━━━━━ DATA EXTRACT ━━━━━

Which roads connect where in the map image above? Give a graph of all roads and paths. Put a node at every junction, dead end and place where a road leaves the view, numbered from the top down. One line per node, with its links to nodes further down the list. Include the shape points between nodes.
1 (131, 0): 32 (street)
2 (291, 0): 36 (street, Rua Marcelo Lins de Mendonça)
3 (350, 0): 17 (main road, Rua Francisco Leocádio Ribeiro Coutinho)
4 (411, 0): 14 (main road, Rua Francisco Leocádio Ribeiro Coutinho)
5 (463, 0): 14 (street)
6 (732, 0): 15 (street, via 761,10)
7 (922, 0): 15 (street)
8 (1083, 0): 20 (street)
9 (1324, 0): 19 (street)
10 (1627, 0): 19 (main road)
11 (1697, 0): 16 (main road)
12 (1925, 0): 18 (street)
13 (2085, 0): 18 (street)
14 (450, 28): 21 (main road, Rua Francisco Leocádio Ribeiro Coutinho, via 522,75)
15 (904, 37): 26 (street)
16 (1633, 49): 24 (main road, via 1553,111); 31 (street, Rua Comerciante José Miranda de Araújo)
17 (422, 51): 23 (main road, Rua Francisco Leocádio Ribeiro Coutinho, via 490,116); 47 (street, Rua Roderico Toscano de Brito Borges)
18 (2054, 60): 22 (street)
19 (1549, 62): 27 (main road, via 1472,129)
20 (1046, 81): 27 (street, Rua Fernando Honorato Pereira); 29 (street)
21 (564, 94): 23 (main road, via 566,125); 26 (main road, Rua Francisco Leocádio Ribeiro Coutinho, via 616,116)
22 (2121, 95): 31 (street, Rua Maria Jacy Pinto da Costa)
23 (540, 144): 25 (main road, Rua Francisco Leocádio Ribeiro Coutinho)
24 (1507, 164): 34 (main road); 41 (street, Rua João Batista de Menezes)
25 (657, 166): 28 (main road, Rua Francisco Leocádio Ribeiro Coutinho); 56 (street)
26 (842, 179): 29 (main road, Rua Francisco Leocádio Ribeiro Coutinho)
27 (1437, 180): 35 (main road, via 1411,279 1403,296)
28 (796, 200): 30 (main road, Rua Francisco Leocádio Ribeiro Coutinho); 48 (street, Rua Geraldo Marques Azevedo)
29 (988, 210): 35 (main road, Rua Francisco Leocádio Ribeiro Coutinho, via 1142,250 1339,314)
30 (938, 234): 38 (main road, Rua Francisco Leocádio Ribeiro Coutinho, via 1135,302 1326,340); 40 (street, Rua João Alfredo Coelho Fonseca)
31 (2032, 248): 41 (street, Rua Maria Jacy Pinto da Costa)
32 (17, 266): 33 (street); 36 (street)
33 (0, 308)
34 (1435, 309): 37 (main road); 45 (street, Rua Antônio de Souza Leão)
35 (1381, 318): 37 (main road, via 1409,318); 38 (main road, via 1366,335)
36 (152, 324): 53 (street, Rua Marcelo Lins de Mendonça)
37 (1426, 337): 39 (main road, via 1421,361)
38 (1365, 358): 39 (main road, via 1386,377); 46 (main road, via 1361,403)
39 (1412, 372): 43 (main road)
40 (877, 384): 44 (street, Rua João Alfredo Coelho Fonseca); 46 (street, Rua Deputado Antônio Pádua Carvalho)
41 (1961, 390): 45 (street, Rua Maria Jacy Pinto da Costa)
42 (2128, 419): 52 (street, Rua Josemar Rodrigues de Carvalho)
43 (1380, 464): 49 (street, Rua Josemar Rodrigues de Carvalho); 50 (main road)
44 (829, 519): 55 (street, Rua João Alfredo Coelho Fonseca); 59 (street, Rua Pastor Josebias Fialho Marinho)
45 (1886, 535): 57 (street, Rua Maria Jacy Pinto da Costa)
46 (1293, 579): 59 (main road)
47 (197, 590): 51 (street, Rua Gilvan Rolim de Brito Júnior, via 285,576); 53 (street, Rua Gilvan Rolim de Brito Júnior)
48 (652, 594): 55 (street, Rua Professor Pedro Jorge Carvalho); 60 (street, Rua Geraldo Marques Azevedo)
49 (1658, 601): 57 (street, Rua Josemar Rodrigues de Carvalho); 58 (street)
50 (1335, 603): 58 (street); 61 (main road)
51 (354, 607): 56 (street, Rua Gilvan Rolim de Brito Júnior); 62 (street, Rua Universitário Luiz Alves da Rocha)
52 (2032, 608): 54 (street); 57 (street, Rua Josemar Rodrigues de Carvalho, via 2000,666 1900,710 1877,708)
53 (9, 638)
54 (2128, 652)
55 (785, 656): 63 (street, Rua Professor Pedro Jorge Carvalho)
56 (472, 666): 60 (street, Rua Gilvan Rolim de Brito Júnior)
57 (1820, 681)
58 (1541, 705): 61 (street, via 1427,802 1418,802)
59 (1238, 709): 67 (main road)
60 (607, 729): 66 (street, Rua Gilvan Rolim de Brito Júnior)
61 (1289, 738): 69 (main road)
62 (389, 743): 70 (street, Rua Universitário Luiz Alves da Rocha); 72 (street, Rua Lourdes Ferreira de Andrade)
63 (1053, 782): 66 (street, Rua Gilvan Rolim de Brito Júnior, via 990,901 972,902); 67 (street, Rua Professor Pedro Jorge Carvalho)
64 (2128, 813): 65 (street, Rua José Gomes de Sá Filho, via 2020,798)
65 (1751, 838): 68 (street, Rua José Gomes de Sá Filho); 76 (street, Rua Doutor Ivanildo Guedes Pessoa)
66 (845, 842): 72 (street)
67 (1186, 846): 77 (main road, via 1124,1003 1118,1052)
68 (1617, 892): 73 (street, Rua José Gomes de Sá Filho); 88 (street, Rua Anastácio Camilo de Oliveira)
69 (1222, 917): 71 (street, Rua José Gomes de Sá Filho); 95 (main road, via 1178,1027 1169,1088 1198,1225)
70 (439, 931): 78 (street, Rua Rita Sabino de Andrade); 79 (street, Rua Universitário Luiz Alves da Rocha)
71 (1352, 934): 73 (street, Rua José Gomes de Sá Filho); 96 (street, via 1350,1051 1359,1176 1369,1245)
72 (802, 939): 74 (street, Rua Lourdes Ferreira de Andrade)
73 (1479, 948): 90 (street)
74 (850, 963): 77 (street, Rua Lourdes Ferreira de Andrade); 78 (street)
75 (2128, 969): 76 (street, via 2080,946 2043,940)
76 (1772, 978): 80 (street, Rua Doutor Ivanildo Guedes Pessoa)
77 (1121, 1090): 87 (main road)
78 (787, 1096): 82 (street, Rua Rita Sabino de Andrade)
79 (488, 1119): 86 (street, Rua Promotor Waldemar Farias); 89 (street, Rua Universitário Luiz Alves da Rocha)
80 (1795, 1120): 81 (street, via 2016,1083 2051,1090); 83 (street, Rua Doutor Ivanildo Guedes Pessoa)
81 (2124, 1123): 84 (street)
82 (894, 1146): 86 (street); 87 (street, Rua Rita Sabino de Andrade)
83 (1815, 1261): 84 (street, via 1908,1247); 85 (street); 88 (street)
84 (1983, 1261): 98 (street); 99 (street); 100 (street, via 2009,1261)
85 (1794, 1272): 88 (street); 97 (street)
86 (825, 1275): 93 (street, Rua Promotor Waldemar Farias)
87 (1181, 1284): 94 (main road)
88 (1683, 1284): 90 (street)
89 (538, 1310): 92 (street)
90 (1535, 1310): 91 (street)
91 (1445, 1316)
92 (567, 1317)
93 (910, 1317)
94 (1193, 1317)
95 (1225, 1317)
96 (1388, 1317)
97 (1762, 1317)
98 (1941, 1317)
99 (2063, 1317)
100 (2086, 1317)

━━━━━

### TASK INSTRUCTIONS
Write the records out again. Keep every line exactly as it is.

### RESULT OF THIS TASK
Which roads connect where in the map image above? Give a graph of all roads and paths. Put a node at every junction, dead end and place where a road leaves the view, numbered from the top down. One line per node, with its links to nodes further down the list. Include the shape points between nodes.
1 (131, 0): 32 (street)
2 (291, 0): 36 (street, Rua Marcelo Lins de Mendonça)
3 (350, 0): 17 (main road, Rua Francisco Leocádio Ribeiro Coutinho)
4 (411, 0): 14 (main road, Rua Francisco Leocádio Ribeiro Coutinho)
5 (463, 0): 14 (street)
6 (732, 0): 15 (street, via 761,10)
7 (922, 0): 15 (street)
8 (1083, 0): 20 (street)
9 (1324, 0): 19 (street)
10 (1627, 0): 19 (main road)
11 (1697, 0): 16 (main road)
12 (1925, 0): 18 (street)
13 (2085, 0): 18 (street)
14 (450, 28): 21 (main road, Rua Francisco Leocádio Ribeiro Coutinho, via 522,75)
15 (904, 37): 26 (street)
16 (1633, 49): 24 (main road, via 1553,111); 31 (street, Rua Comerciante José Miranda de Araújo)
17 (422, 51): 23 (main road, Rua Francisco Leocádio Ribeiro Coutinho, via 490,116); 47 (street, Rua Roderico Toscano de Brito Borges)
18 (2054, 60): 22 (street)
19 (1549, 62): 27 (main road, via 1472,129)
20 (1046, 81): 27 (street, Rua Fernando Honorato Pereira); 29 (street)
21 (564, 94): 23 (main road, via 566,125); 26 (main road, Rua Francisco Leocádio Ribeiro Coutinho, via 616,116)
22 (2121, 95): 31 (street, Rua Maria Jacy Pinto da Costa)
23 (540, 144): 25 (main road, Rua Francisco Leocádio Ribeiro Coutinho)
24 (1507, 164): 34 (main road); 41 (street, Rua João Batista de Menezes)
25 (657, 166): 28 (main road, Rua Francisco Leocádio Ribeiro Coutinho); 56 (street)
26 (842, 179): 29 (main road, Rua Francisco Leocádio Ribeiro Coutinho)
27 (1437, 180): 35 (main road, via 1411,279 1403,296)
28 (796, 200): 30 (main road, Rua Francisco Leocádio Ribeiro Coutinho); 48 (street, Rua Geraldo Marques Azevedo)
29 (988, 210): 35 (main road, Rua Francisco Leocádio Ribeiro Coutinho, via 1142,250 1339,314)
30 (938, 234): 38 (main road, Rua Francisco Leocádio Ribeiro Coutinho, via 1135,302 1326,340); 40 (street, Rua João Alfredo Coelho Fonseca)
31 (2032, 248): 41 (street, Rua Maria Jacy Pinto da Costa)
32 (17, 266): 33 (street); 36 (street)
33 (0, 308)
34 (1435, 309): 37 (main road); 45 (street, Rua Antônio de Souza Leão)
35 (1381, 318): 37 (main road, via 1409,318); 38 (main road, via 1366,335)
36 (152, 324): 53 (street, Rua Marcelo Lins de Mendonça)
37 (1426, 337): 39 (main road, via 1421,361)
38 (1365, 358): 39 (main road, via 1386,377); 46 (main road, via 1361,403)
39 (1412, 372): 43 (main road)
40 (877, 384): 44 (street, Rua João Alfredo Coelho Fonseca); 46 (street, Rua Deputado Antônio Pádua Carvalho)
41 (1961, 390): 45 (street, Rua Maria Jacy Pinto da Costa)
42 (2128, 419): 52 (street, Rua Josemar Rodrigues de Carvalho)
43 (1380, 464): 49 (street, Rua Josemar Rodrigues de Carvalho); 50 (main road)
44 (829, 519): 55 (street, Rua João Alfredo Coelho Fonseca); 59 (street, Rua Pastor Josebias Fialho Marinho)
45 (1886, 535): 57 (street, Rua Maria Jacy Pinto da Costa)
46 (1293, 579): 59 (main road)
47 (197, 590): 51 (street, Rua Gilvan Rolim de Brito Júnior, via 285,576); 53 (street, Rua Gilvan Rolim de Brito Júnior)
48 (652, 594): 55 (street, Rua Professor Pedro Jorge Carvalho); 60 (street, Rua Geraldo Marques Azevedo)
49 (1658, 601): 57 (street, Rua Josemar Rodrigues de Carvalho); 58 (street)
50 (1335, 603): 58 (street); 61 (main road)
51 (354, 607): 56 (street, Rua Gilvan Rolim de Brito Júnior); 62 (street, Rua Universitário Luiz Alves da Rocha)
52 (2032, 608): 54 (street); 57 (street, Rua Josemar Rodrigues de Carvalho, via 2000,666 1900,710 1877,708)
53 (9, 638)
54 (2128, 652)
55 (785, 656): 63 (street, Rua Professor Pedro Jorge Carvalho)
56 (472, 666): 60 (street, Rua Gilvan Rolim de Brito Júnior)
57 (1820, 681)
58 (1541, 705): 61 (street, via 1427,802 1418,802)
59 (1238, 709): 67 (main road)
60 (607, 729): 66 (street, Rua Gilvan Rolim de Brito Júnior)
61 (1289, 738): 69 (main road)
62 (389, 743): 70 (street, Rua Universitário Luiz Alves da Rocha); 72 (street, Rua Lourdes Ferreira de Andrade)
63 (1053, 782): 66 (street, Rua Gilvan Rolim de Brito Júnior, via 990,901 972,902); 67 (street, Rua Professor Pedro Jorge Carvalho)
64 (2128, 813): 65 (street, Rua José Gomes de Sá Filho, via 2020,798)
65 (1751, 838): 68 (street, Rua José Gomes de Sá Filho); 76 (street, Rua Doutor Ivanildo Guedes Pessoa)
66 (845, 842): 72 (street)
67 (1186, 846): 77 (main road, via 1124,1003 1118,1052)
68 (1617, 892): 73 (street, Rua José Gomes de Sá Filho); 88 (street, Rua Anastácio Camilo de Oliveira)
69 (1222, 917): 71 (street, Rua José Gomes de Sá Filho); 95 (main road, via 1178,1027 1169,1088 1198,1225)
70 (439, 931): 78 (street, Rua Rita Sabino de Andrade); 79 (street, Rua Universitário Luiz Alves da Rocha)
71 (1352, 934): 73 (street, Rua José Gomes de Sá Filho); 96 (street, via 1350,1051 1359,1176 1369,1245)
72 (802, 939): 74 (street, Rua Lourdes Ferreira de Andrade)
73 (1479, 948): 90 (street)
74 (850, 963): 77 (street, Rua Lourdes Ferreira de Andrade); 78 (street)
75 (2128, 969): 76 (street, via 2080,946 2043,940)
76 (1772, 978): 80 (street, Rua Doutor Ivanildo Guedes Pessoa)
77 (1121, 1090): 87 (main road)
78 (787, 1096): 82 (street, Rua Rita Sabino de Andrade)
79 (488, 1119): 86 (street, Rua Promotor Waldemar Farias); 89 (street, Rua Universitário Luiz Alves da Rocha)
80 (1795, 1120): 81 (street, via 2016,1083 2051,1090); 83 (street, Rua Doutor Ivanildo Guedes Pessoa)
81 (2124, 1123): 84 (street)
82 (894, 1146): 86 (street); 87 (street, Rua Rita Sabino de Andrade)
83 (1815, 1261): 84 (street, via 1908,1247); 85 (street); 88 (street)
84 (1983, 1261): 98 (street); 99 (street); 100 (street, via 2009,1261)
85 (1794, 1272): 88 (street); 97 (street)
86 (825, 1275): 93 (street, Rua Promotor Waldemar Farias)
87 (1181, 1284): 94 (main road)
88 (1683, 1284): 90 (street)
89 (538, 1310): 92 (street)
90 (1535, 1310): 91 (street)
91 (1445, 1316)
92 (567, 1317)
93 (910, 1317)
94 (1193, 1317)
95 (1225, 1317)
96 (1388, 1317)
97 (1762, 1317)
98 (1941, 1317)
99 (2063, 1317)
100 (2086, 1317)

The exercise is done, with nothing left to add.